▶ **Extracted material**

____________

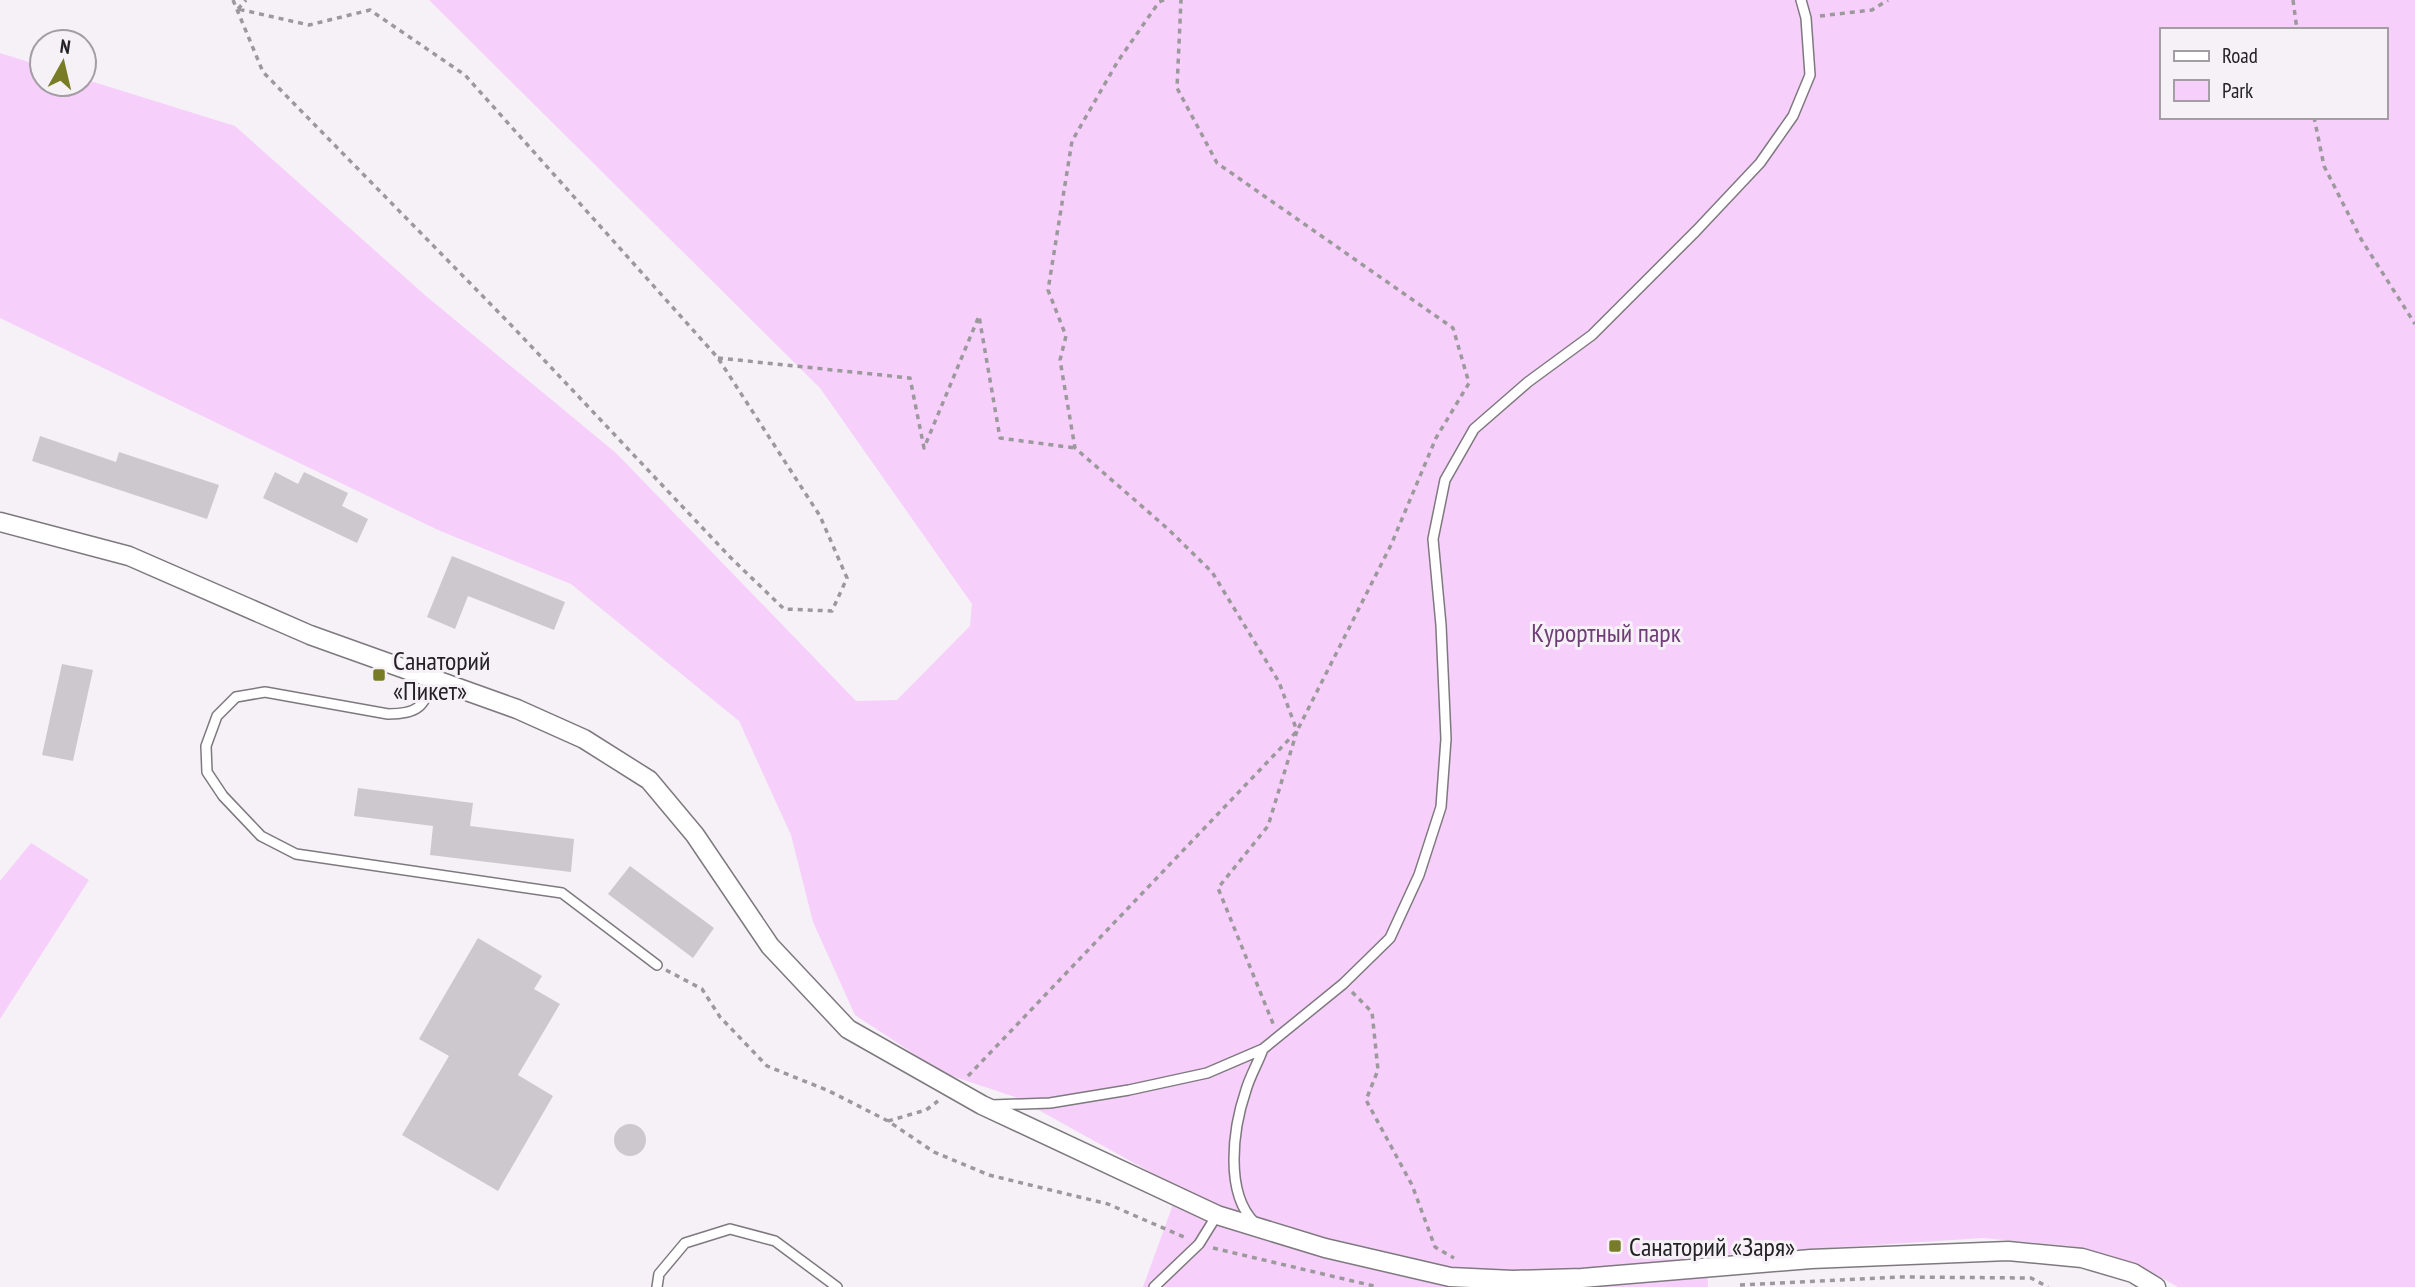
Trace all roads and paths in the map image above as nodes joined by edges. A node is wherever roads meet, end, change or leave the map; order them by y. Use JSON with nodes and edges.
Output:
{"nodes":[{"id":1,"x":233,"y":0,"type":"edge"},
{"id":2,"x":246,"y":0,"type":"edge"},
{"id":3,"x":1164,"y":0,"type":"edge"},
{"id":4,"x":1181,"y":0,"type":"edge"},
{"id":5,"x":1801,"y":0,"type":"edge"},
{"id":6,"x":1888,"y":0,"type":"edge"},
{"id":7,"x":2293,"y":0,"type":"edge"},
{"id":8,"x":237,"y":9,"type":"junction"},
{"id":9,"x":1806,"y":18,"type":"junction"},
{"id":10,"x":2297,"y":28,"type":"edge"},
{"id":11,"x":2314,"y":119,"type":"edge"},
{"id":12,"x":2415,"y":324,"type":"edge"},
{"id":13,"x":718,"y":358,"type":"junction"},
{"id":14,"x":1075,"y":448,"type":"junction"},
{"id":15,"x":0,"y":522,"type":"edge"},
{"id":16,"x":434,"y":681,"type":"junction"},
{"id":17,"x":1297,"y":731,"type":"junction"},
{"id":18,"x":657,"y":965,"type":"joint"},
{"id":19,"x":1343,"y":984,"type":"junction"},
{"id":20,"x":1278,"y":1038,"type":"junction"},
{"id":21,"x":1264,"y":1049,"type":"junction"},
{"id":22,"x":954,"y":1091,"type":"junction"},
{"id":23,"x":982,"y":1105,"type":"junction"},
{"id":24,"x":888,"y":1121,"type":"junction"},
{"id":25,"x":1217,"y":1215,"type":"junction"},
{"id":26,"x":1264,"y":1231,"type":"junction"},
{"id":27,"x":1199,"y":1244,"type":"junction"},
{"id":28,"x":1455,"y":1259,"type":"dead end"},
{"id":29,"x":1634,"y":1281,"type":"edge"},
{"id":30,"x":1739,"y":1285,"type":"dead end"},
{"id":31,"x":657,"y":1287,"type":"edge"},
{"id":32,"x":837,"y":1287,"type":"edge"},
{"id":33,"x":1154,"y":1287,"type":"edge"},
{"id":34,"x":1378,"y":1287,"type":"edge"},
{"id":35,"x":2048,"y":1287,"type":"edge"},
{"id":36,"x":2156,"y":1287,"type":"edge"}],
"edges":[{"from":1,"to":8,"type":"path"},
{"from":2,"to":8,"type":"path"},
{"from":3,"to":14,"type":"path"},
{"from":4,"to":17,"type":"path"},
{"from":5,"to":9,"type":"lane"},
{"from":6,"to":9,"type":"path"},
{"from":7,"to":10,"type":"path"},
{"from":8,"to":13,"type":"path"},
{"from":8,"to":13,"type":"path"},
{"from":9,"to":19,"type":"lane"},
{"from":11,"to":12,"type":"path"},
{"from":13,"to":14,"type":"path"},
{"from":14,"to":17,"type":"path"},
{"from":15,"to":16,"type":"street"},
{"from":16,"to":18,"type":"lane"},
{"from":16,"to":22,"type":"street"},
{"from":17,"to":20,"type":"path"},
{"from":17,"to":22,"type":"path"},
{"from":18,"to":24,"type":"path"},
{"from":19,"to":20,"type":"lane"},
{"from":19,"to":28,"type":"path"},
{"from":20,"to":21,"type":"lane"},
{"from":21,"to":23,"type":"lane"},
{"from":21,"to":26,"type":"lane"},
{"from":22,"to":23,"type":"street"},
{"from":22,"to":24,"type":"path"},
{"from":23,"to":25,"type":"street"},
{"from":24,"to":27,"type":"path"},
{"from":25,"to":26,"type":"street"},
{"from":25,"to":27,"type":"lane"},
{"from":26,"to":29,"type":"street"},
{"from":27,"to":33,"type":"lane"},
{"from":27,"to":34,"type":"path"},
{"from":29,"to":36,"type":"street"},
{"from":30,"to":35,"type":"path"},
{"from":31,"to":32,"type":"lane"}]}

____________

Go line by line through the material above and return each one that includes "nodes".

Trace all roads and paths in the map image above as nodes joined by edges. A node is wherever roads meet, end, change or leave the map; order them by y. Use JSON with nodes and edges.
{"nodes":[{"id":1,"x":233,"y":0,"type":"edge"},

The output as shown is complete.